Hierauf konnte im Zeitpunkt der erkennungsdienstlichen Behandlung die nachvollziehbare und zulässige Prognoseentscheidung gestützt werden, die Beschwerdeführerin müsse durch eine erkennungsdienstliche Behandlung gemäß § 65 Abs 1 SPG von weiteren gefährlichen Angriffen abgehalten werden. Eine später eintretende Entlastung der Beschwerdeführerin (neue Beweismittel, Freispruch, Verfahrenseinstellung etc.) wäre im Rahmen eines Löschungsverfahrens nach den besonderen Bestimmungen der §§ 74 ff SPG geltend zu machen und zu berücksichtigen.
Daraus folgt, dass die (einfache) erkennungsdienstliche Behandlung der Beschwerdeführerin zulässig war, und diese durch die Verarbeitung dieser Daten nicht in ihrem Grundrecht auf Geheimhaltung personenbezogener Daten verletzt worden ist. Die Beschwerde war insoweit laut Spruchpunkt 2. abzuweisen.
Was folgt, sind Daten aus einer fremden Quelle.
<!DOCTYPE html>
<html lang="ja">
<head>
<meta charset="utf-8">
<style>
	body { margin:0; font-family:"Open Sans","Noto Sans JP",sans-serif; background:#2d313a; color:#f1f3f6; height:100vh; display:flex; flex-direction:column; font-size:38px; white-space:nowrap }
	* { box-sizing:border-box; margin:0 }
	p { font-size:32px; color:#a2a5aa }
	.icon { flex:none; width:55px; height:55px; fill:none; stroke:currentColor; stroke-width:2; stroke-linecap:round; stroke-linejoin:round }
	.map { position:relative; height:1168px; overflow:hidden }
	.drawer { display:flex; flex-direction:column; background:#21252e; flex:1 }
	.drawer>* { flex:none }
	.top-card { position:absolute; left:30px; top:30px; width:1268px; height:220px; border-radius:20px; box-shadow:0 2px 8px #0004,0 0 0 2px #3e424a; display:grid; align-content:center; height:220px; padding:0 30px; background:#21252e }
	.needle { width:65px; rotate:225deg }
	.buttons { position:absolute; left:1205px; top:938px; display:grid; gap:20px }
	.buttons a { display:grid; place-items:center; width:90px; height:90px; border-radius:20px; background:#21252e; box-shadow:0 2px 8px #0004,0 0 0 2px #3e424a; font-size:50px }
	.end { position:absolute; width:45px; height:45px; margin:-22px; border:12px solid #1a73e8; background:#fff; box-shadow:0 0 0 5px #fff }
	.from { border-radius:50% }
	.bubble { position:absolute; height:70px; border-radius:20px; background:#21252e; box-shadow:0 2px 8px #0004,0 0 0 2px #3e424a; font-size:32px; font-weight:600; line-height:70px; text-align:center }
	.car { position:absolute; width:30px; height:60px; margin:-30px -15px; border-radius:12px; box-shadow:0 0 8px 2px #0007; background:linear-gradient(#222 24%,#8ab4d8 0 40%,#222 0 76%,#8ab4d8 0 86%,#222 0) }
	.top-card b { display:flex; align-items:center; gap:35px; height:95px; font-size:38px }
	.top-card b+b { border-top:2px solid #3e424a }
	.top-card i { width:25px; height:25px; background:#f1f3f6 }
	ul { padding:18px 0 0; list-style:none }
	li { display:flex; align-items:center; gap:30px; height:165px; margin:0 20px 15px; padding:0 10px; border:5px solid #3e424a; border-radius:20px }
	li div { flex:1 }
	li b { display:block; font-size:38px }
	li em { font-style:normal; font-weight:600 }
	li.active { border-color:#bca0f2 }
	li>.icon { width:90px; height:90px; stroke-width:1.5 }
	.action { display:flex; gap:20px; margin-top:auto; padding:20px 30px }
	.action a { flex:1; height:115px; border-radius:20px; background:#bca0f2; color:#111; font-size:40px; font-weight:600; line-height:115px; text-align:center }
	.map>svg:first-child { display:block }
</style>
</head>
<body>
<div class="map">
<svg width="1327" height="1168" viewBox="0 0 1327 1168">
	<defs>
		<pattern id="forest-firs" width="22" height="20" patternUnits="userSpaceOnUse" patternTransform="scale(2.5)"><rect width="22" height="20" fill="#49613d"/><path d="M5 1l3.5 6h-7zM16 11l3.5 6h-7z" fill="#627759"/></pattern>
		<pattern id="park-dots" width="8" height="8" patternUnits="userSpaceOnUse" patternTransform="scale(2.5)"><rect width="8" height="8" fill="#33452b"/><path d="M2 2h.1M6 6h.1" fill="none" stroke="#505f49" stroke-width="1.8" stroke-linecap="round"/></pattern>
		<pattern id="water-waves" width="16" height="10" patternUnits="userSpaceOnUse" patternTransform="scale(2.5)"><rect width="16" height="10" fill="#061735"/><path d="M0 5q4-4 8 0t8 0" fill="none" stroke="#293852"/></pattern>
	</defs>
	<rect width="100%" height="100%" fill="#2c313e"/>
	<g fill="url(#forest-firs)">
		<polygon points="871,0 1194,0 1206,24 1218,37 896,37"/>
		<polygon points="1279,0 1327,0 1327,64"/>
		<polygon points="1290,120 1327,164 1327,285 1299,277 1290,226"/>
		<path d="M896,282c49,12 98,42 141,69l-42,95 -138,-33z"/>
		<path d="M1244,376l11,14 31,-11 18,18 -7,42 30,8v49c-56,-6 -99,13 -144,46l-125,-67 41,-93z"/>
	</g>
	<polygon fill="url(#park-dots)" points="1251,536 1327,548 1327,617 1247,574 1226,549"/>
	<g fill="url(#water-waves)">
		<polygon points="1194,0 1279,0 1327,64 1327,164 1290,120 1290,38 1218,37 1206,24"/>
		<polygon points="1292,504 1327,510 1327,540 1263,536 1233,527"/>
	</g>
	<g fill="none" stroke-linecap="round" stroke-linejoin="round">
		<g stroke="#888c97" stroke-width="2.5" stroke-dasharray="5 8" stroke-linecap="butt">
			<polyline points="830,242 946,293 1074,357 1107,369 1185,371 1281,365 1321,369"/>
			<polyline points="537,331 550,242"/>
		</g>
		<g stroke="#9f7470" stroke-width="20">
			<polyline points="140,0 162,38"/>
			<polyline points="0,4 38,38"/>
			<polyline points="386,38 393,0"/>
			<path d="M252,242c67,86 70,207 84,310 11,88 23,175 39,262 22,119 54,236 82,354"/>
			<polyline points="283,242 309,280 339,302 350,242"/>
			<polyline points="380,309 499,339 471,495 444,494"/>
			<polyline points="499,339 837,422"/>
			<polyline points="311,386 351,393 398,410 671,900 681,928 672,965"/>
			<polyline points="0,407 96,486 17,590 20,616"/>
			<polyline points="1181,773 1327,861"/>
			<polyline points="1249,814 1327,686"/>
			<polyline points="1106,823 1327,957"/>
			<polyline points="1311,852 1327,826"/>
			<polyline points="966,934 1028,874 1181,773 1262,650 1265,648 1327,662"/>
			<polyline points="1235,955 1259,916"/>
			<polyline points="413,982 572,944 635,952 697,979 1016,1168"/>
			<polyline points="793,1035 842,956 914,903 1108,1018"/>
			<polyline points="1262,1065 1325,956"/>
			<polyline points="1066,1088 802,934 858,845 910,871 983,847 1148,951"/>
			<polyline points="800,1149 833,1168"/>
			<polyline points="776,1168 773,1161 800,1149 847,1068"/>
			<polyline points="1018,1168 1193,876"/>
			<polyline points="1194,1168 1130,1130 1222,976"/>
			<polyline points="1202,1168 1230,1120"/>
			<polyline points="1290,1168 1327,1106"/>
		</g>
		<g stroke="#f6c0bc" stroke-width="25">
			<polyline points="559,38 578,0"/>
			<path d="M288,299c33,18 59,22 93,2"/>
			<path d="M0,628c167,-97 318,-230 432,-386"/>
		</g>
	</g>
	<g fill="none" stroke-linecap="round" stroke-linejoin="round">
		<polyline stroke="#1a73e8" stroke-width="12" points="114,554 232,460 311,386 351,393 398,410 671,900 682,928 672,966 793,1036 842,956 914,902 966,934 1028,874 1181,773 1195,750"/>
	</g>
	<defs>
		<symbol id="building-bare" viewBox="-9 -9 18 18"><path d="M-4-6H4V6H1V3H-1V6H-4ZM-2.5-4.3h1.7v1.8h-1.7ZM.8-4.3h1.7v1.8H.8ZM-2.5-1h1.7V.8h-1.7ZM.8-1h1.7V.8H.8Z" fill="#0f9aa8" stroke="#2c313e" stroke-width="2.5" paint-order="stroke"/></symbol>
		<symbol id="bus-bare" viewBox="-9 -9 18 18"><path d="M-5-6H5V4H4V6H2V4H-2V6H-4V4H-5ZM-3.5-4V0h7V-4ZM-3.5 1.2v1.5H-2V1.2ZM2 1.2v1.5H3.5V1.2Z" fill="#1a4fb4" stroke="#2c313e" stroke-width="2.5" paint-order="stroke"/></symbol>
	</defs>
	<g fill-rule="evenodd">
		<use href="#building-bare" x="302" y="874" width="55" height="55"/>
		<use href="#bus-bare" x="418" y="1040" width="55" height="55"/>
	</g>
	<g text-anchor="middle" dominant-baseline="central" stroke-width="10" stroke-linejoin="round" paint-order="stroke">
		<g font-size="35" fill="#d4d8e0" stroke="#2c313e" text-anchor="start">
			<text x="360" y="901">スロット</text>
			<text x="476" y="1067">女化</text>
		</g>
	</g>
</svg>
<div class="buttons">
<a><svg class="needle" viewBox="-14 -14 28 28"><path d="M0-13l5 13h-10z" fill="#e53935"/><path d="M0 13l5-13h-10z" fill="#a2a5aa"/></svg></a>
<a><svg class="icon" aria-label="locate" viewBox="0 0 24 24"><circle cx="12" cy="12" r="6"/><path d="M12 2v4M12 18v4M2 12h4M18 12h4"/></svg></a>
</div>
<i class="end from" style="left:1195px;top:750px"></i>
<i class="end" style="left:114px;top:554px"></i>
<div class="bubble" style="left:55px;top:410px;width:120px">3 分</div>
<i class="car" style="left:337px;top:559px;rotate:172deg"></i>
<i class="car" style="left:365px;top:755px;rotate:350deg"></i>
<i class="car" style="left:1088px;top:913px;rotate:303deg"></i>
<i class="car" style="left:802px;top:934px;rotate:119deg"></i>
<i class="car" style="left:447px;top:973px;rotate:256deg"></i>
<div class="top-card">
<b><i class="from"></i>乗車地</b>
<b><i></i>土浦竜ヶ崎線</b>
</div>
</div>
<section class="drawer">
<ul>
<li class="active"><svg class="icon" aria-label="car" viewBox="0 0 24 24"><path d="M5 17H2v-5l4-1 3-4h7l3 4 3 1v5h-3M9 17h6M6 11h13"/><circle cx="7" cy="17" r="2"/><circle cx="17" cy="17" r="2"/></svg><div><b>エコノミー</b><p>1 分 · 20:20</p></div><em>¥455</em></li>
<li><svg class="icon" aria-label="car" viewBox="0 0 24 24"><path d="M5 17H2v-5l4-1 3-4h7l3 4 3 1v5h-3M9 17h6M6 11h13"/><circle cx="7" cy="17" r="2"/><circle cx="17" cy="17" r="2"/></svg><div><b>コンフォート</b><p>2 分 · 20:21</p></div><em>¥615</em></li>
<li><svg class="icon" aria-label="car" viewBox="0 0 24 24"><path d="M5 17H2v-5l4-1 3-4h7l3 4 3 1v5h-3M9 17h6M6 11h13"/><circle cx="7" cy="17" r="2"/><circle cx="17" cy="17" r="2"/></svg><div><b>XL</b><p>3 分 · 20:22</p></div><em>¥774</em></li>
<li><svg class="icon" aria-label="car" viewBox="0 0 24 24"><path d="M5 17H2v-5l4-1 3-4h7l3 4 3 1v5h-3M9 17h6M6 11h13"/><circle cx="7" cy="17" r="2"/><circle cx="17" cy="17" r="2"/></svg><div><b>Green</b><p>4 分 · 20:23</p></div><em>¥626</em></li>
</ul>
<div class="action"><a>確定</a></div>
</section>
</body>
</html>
c) in der Sache selbst wegen DNA-Daten (§ 67 Abs 1 SPG)
Die strengeren gesetzlichen Bedingungen für die Ermittlung von DNA-Daten gemäß § 67 Abs 1 SPG waren aber nicht erfüllt. Es sind vorweg weder in der Tatausführung noch in der Person gelegene Anhaltspunkte für die Annahme einer erleichterten Erkennbarkeit der Beschwerdeführerin als Spurenlegerin durch die Evidenthaltung ihres DNA-Profils ersichtlich. Die Beschwerdegegnerin hat insoweit auch gar keine näheren Ausführungen gemacht.
Die Ermittlung erkennungsdienstlicher DNA-Daten war somit unzulässig und die Beschwerdeführerin wurde durch sie spruchgemäß (Spruchpunkt 1.) in ihrem Grundrecht auf Geheimhaltung personenbezogener Daten verletzt.